The story in the Chrysler’s painting is described in the Bible in the Acts of the Apostles (8:26-39) and was chosen for its connection to the client’s name. St. Philip, one of the apostles, had been directed by a heavenly angel to travel the road from Jerusalem to Gaza to meet a foreigner, the eunuch of Candace, Queen of Ethiopia. He had traveled to Jerusalem for the sole purpose of worshipping at the Jewish Temple. Philip encountered him while he was reading the book of prophecy of Isaiah, specifically a passage Philip interpreted as a prophecy of the coming and life of Jesus Christ. The eunuch was converted and asked Philip to initiate him through baptism.
The gold-cloaked eunuch is hard to make out as he humbly leans towards Philip, his head in shadow as the apostle pours water over it. In one early drawing, Rosa turned Philip toward the eunuch, but in the end the artist chose to obscure the convert and highlight the action of the apostle. More remarkable are the shocked and dramatic reactions of the eunuch’s associates. The dramatic gesture of Philip complements the marvelous effects Rosa created in the landscape. By shading his head, Rosa avoided drawing attention to the African features of the eunuch.

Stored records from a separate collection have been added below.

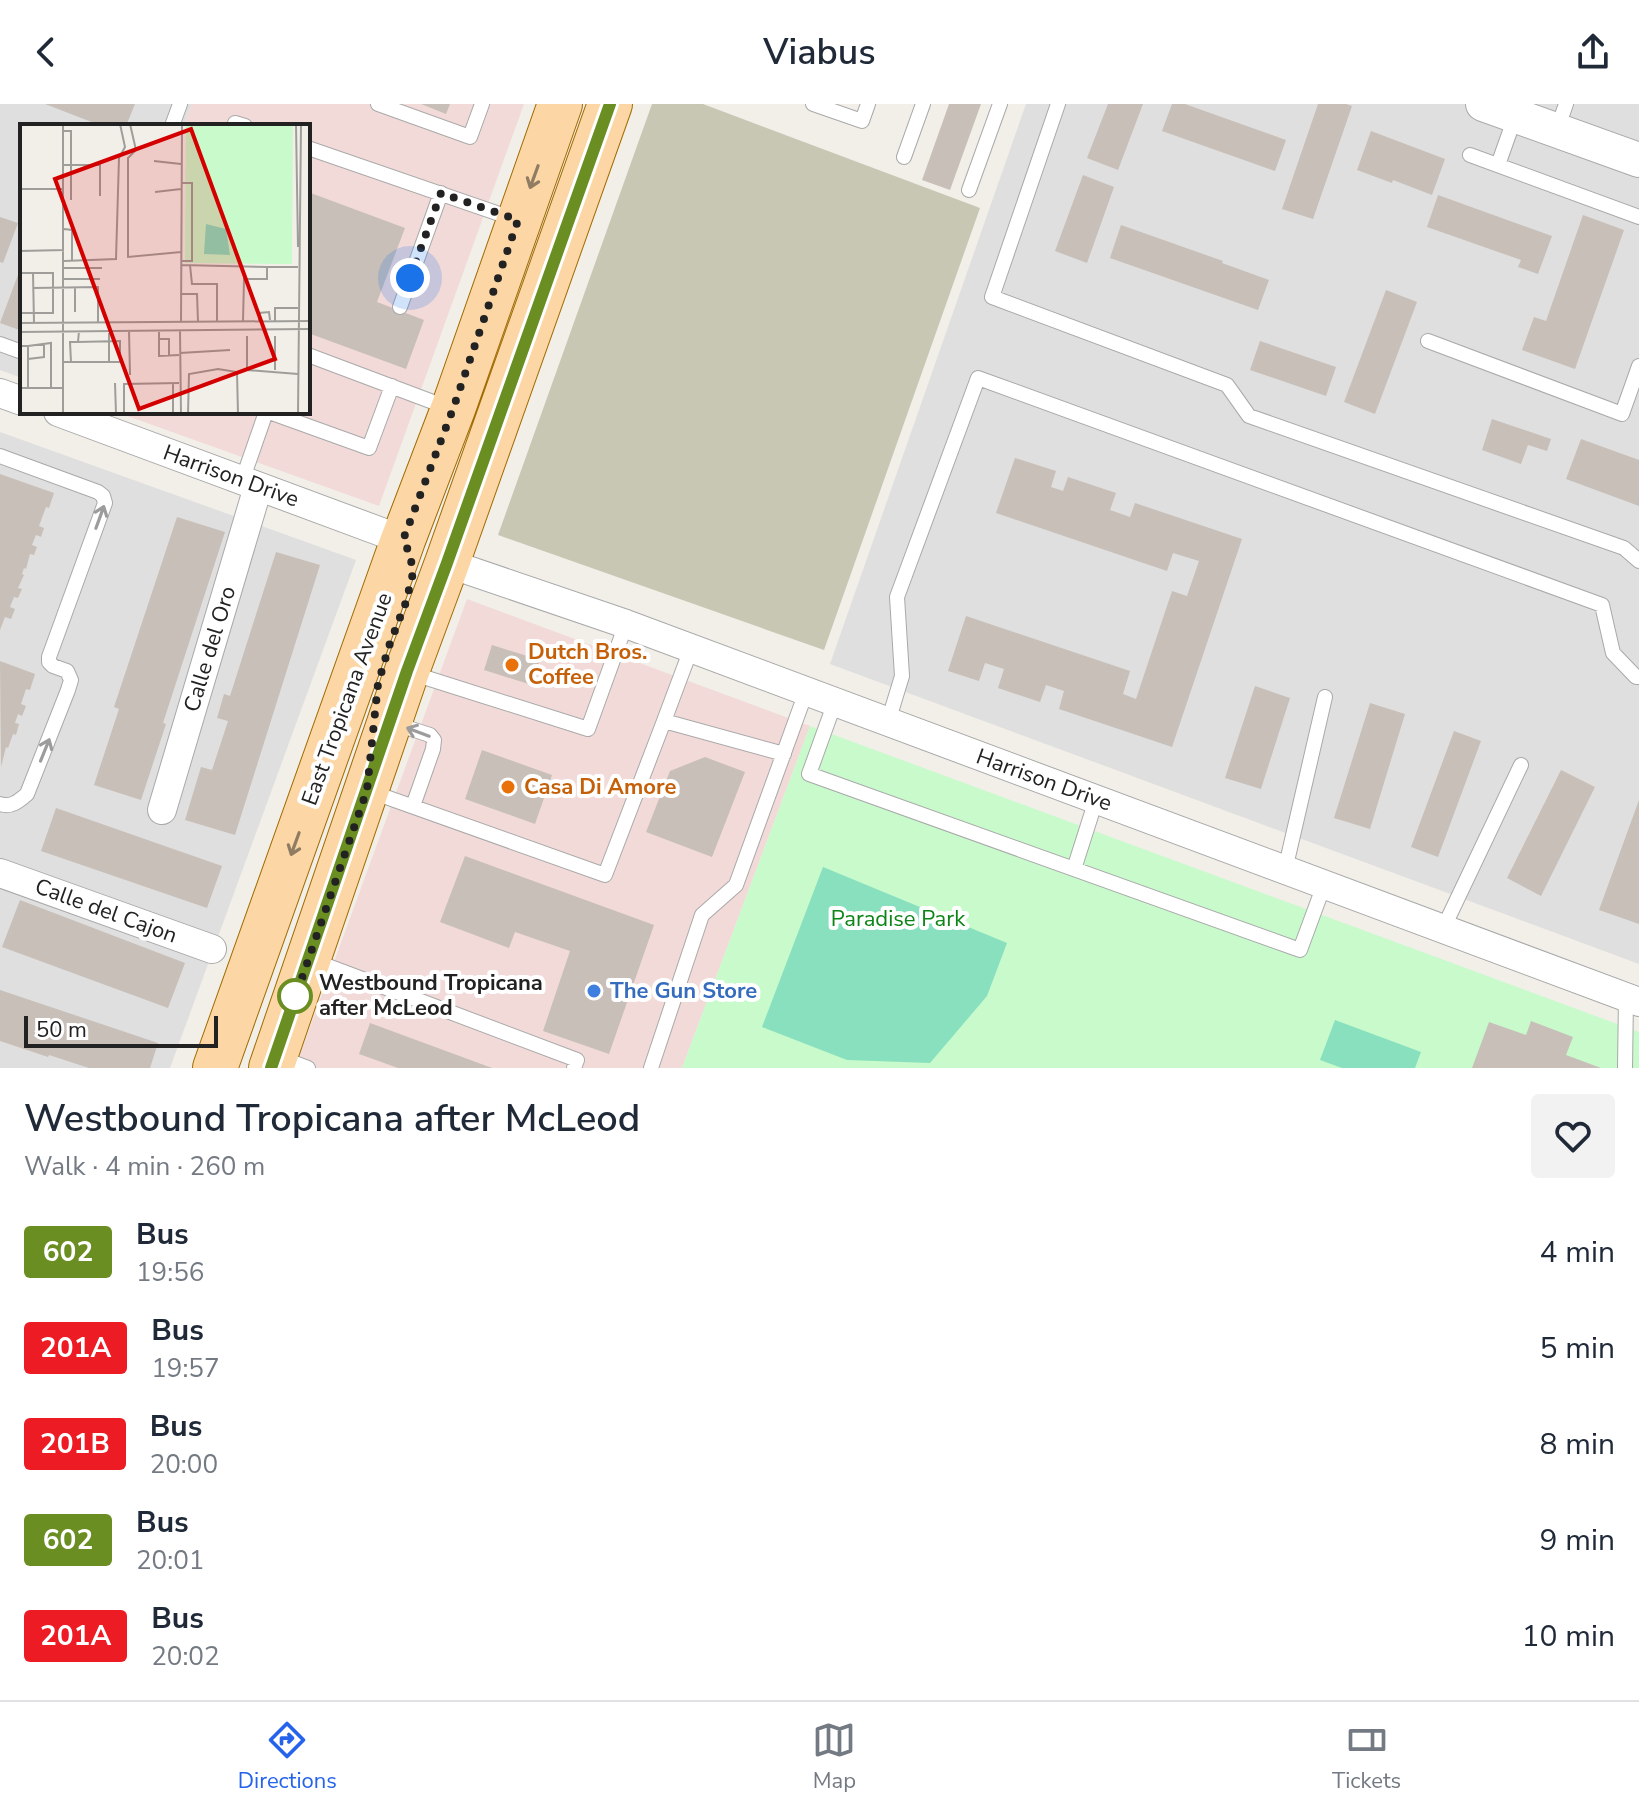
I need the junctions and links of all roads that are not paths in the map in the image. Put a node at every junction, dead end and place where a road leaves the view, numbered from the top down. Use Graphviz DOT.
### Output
graph roads {
  1 [pos="180,104"];
  2 [pos="378,104"];
  3 [pos="482,104"];
  4 [pos="560,104"];
  5 [pos="610,104"];
  6 [pos="813,104"];
  7 [pos="868,104"];
  8 [pos="923,104"];
  9 [pos="1000,104"];
  10 [pos="1058,104"];
  11 [pos="1483,104"];
  12 [pos="1516,116"];
  13 [pos="1561,117"];
  14 [pos="173,124"];
  15 [pos="310,149"];
  16 [pos="1470,155"];
  17 [pos="904,157"];
  18 [pos="1639,160"];
  19 [pos="1498,165"];
  20 [pos="969,190"];
  21 [pos="441,193"];
  22 [pos="1639,217"];
  23 [pos="518,220"];
  24 [pos="400,307"];
  25 [pos="1428,341"];
  26 [pos="0,344"];
  27 [pos="20,351"];
  28 [pos="310,356"];
  29 [pos="1639,366"];
  30 [pos="392,386"];
  31 [pos="0,393"];
  32 [pos="20,400"];
  33 [pos="453,409"];
  34 [pos="68,414"];
  35 [pos="267,414"];
  36 [pos="273,414"];
  37 [pos="0,456"];
  38 [pos="250,484"];
  39 [pos="403,540"];
  40 [pos="1639,561"];
  41 [pos="447,563"];
  42 [pos="626,624"];
  43 [pos="691,649"];
  44 [pos="407,671"];
  45 [pos="1639,677"];
  46 [pos="806,692"];
  47 [pos="1325,697"];
  48 [pos="835,702"];
  49 [pos="389,721"];
  50 [pos="664,721"];
  51 [pos="888,722"];
  52 [pos="784,754"];
  53 [pos="1521,765"];
  54 [pos="367,790"];
  55 [pos="1096,800"];
  56 [pos="0,804"];
  57 [pos="413,806"];
  58 [pos="162,810"];
  59 [pos="1074,869"];
  60 [pos="1285,870"];
  61 [pos="0,873"];
  62 [pos="1324,885"];
  63 [pos="1443,929"];
  64 [pos="212,949"];
  65 [pos="308,958"];
  66 [pos="1632,1000"];
  67 [pos="285,1064"];
  68 [pos="215,1068"];
  69 [pos="574,1068"];
  70 [pos="651,1068"];
  71 [pos="1625,1068"];
  1 -- 14 [label="lane"];
  2 -- 3 [label="lane"];
  4 -- 23 [label="main road, East Tropicana Avenue, one-way"];
  5 -- 41 [label="main road"];
  6 -- 7 [label="lane"];
  8 -- 17 [label="lane"];
  9 -- 20 [label="lane"];
  10 -- 40 [label="lane"];
  11 -- 12 [label="street"];
  12 -- 13 [label="street"];
  12 -- 19 [label="lane"];
  13 -- 18 [label="street"];
  15 -- 21 [label="lane"];
  16 -- 19 [label="lane"];
  19 -- 22 [label="lane"];
  21 -- 23 [label="lane"];
  21 -- 24 [label="lane"];
  23 -- 33 [label="main road, East Tropicana Avenue"];
  25 -- 29 [label="lane"];
  26 -- 27 [label="lane"];
  28 -- 30 [label="lane"];
  30 -- 33 [label="lane"];
  30 -- 36 [label="lane"];
  31 -- 32 [label="street"];
  33 -- 39 [label="main road, East Tropicana Avenue"];
  33 -- 41 [label="main road"];
  34 -- 38 [label="street, Harrison Drive"];
  35 -- 38 [label="lane"];
  56 -- 37 [label="lane, one-way"];
  38 -- 39 [label="street, Harrison Drive"];
  38 -- 58 [label="street, Calle del Oro"];
  39 -- 54 [label="main road"];
  39 -- 68 [label="main road, East Tropicana Avenue, one-way"];
  41 -- 42 [label="street, Harrison Drive"];
  41 -- 44 [label="main road"];
  42 -- 43 [label="street, Harrison Drive"];
  42 -- 44 [label="lane"];
  43 -- 46 [label="street, Harrison Drive"];
  43 -- 50 [label="lane"];
  44 -- 49 [label="main road"];
  45 -- 51 [label="lane"];
  46 -- 48 [label="street, Harrison Drive"];
  46 -- 52 [label="lane"];
  47 -- 60 [label="lane"];
  48 -- 51 [label="street, Harrison Drive"];
  48 -- 59 [label="lane"];
  49 -- 54 [label="main road"];
  57 -- 49 [label="lane, one-way"];
  50 -- 52 [label="lane"];
  50 -- 57 [label="lane"];
  51 -- 55 [label="street, Harrison Drive"];
  52 -- 70 [label="lane"];
  53 -- 63 [label="lane"];
  54 -- 57 [label="lane"];
  54 -- 65 [label="main road"];
  55 -- 59 [label="lane"];
  55 -- 60 [label="street, Harrison Drive"];
  59 -- 62 [label="lane"];
  60 -- 62 [label="street, Harrison Drive"];
  61 -- 64 [label="street, Calle del Cajon"];
  62 -- 63 [label="street, Harrison Drive"];
  63 -- 66 [label="street, Harrison Drive"];
  65 -- 67 [label="main road"];
  65 -- 69 [label="lane"];
  66 -- 71 [label="lane"];
}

Salvator Rosa was one of the most fascinating and flamboyant personalities in seventeenth-century Italy; he embraced publicity and controversy to shape his fame and identity. He favored painting landscapes and historical scenes, but also scenes of witchcraft and other taboo subjects. His persona looks ahead to the Romantic era, the nineteenth century when artists, poets, and writers of the 1800s delighted in dramatic and extreme subject matter.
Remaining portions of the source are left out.